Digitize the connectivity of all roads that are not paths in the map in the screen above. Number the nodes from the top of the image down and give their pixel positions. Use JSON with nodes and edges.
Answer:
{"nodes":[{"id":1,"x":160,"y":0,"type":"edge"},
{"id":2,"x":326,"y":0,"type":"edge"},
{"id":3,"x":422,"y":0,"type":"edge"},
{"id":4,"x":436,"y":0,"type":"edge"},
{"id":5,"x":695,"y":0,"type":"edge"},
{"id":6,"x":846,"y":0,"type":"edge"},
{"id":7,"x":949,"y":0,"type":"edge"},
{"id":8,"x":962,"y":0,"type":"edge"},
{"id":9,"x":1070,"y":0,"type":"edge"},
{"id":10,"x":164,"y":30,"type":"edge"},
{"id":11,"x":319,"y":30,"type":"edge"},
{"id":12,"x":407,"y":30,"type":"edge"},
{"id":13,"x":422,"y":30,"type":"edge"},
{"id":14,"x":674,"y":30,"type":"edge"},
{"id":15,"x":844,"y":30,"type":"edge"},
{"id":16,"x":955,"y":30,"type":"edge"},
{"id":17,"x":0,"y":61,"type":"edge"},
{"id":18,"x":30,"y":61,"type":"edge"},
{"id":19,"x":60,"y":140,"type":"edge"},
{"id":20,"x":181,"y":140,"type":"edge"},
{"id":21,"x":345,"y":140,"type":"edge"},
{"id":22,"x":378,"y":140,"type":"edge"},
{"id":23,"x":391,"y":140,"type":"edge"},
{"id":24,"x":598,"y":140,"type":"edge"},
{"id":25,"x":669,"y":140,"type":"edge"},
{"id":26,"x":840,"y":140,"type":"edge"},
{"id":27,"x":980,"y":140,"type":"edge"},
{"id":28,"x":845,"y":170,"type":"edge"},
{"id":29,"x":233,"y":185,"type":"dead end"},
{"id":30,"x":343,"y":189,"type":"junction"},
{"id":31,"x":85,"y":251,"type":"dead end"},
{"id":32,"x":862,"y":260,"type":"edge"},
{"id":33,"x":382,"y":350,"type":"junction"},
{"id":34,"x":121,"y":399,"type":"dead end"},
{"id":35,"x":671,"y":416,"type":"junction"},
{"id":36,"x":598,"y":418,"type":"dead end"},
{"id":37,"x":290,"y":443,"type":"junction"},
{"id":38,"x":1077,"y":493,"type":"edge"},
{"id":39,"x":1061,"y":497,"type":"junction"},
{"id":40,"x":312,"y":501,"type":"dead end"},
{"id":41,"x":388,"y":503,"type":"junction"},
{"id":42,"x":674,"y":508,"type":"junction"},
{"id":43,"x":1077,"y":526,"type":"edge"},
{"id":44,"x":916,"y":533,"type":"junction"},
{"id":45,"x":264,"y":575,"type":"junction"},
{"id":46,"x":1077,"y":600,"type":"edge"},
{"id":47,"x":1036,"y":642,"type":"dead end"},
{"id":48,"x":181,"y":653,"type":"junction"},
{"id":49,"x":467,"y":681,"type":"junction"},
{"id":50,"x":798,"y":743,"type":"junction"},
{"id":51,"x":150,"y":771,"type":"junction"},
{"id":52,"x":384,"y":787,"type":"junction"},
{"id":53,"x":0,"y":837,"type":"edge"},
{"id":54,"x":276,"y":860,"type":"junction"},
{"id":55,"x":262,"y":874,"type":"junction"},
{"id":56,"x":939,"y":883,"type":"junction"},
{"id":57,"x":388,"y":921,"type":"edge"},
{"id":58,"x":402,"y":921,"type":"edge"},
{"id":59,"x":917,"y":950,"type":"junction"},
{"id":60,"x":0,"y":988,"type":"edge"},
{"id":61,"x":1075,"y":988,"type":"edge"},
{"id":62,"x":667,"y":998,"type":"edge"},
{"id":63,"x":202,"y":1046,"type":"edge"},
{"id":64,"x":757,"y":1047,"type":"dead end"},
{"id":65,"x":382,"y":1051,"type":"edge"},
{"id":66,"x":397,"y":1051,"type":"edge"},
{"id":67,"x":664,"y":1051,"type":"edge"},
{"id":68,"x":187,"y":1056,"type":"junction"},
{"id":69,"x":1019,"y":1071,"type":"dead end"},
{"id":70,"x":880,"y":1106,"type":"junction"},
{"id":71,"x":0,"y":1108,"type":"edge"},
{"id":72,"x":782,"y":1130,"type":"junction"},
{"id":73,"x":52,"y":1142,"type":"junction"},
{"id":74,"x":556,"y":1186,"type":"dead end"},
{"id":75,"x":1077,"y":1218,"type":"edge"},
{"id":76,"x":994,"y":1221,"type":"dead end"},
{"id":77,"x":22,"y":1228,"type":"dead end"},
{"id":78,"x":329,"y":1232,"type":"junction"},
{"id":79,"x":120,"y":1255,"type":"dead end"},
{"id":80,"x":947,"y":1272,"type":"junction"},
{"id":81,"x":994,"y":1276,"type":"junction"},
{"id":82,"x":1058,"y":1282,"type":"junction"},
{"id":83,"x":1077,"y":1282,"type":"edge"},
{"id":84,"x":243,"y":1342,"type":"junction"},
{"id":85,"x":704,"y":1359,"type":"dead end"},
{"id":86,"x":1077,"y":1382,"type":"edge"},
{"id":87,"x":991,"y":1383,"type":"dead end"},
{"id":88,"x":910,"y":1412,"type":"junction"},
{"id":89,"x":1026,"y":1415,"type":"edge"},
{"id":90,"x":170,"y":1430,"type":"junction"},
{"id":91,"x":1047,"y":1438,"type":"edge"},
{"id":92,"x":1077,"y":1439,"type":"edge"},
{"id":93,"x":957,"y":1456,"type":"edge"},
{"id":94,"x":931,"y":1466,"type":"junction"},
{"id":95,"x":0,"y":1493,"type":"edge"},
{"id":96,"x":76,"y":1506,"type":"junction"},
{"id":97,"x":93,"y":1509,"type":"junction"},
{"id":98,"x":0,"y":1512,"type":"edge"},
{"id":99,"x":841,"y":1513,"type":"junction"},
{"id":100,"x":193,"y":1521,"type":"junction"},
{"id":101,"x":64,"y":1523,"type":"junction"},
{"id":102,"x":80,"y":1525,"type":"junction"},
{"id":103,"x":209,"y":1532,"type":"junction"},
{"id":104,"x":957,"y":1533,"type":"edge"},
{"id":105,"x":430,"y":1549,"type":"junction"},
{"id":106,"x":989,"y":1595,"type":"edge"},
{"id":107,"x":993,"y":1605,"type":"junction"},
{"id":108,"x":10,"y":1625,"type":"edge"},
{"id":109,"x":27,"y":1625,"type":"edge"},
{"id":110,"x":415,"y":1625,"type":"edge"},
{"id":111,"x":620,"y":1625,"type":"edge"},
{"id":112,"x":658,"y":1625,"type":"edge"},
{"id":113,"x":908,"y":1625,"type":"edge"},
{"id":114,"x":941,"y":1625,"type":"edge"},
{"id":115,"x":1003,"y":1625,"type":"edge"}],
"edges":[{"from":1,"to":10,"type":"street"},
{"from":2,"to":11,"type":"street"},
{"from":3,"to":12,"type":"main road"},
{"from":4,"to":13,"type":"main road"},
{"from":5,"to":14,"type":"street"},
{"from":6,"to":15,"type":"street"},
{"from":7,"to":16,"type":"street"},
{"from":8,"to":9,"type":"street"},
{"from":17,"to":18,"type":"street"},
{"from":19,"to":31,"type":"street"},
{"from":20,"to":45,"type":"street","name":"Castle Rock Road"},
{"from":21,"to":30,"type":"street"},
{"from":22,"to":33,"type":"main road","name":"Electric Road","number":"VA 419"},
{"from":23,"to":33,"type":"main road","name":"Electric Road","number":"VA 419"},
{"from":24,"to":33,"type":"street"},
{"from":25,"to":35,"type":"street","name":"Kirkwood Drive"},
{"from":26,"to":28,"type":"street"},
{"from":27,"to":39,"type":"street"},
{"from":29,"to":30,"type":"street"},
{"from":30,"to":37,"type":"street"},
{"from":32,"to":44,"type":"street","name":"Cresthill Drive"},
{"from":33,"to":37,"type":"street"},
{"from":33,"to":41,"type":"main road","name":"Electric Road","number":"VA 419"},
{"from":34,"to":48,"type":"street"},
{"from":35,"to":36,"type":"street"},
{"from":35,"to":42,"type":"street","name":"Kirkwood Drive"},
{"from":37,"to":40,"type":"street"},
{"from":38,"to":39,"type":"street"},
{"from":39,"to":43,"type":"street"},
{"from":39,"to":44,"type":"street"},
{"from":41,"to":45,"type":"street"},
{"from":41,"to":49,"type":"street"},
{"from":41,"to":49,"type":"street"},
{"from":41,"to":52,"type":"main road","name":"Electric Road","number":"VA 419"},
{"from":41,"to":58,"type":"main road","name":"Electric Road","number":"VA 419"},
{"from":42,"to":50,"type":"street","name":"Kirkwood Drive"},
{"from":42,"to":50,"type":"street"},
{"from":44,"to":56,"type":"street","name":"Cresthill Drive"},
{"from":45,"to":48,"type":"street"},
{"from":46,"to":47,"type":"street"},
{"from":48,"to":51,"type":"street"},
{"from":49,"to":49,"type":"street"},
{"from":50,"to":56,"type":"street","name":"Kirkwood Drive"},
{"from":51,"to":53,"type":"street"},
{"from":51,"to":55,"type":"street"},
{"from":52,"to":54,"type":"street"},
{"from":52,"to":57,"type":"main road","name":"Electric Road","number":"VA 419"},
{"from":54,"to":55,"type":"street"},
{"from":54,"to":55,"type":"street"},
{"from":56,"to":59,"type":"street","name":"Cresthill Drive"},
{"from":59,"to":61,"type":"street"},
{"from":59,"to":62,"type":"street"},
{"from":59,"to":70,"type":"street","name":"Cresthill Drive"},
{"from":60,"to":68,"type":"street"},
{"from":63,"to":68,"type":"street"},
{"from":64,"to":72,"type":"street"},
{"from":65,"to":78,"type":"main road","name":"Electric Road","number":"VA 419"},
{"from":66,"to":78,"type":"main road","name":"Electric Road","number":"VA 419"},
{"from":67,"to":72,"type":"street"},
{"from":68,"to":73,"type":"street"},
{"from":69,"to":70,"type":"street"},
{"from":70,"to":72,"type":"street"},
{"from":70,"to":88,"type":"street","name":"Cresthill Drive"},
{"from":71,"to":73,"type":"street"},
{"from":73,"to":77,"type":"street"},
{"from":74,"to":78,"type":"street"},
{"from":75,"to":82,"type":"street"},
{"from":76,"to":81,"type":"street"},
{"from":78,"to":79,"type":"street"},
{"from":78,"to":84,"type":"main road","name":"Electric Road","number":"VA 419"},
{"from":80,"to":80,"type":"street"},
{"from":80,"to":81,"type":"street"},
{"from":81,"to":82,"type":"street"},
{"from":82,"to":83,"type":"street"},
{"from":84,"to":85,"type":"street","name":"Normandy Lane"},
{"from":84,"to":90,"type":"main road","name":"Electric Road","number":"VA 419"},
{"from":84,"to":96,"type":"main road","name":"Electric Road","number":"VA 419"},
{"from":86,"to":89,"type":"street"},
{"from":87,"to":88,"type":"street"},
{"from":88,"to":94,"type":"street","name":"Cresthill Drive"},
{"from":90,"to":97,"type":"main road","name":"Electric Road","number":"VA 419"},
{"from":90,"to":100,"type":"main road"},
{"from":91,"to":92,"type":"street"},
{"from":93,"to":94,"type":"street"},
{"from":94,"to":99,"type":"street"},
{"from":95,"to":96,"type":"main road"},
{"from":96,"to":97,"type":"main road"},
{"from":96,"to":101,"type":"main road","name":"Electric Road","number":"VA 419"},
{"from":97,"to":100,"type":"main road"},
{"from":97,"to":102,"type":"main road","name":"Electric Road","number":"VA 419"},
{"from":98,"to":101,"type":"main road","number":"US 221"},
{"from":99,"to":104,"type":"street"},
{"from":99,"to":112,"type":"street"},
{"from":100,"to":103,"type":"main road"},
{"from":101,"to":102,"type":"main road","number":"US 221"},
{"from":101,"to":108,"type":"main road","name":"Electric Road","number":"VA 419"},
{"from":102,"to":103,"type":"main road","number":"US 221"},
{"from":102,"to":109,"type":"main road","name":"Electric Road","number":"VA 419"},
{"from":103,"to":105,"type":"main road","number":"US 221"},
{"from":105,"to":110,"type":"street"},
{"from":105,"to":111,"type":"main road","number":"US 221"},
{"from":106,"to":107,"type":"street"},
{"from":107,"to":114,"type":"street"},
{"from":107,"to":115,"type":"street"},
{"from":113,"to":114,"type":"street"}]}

▬▬▬▬▬▬

▶ EXERCISE GOAL: Look through the entries above, and wherever a line holds the string "nodes", copy it.

▶ EXPECTED ANSWER:
Digitize the connectivity of all roads that are not paths in the map in the screen above. Number the nodes from the top of the image down and give their pixel positions. Use JSON with nodes and edges.
{"nodes":[{"id":1,"x":160,"y":0,"type":"edge"},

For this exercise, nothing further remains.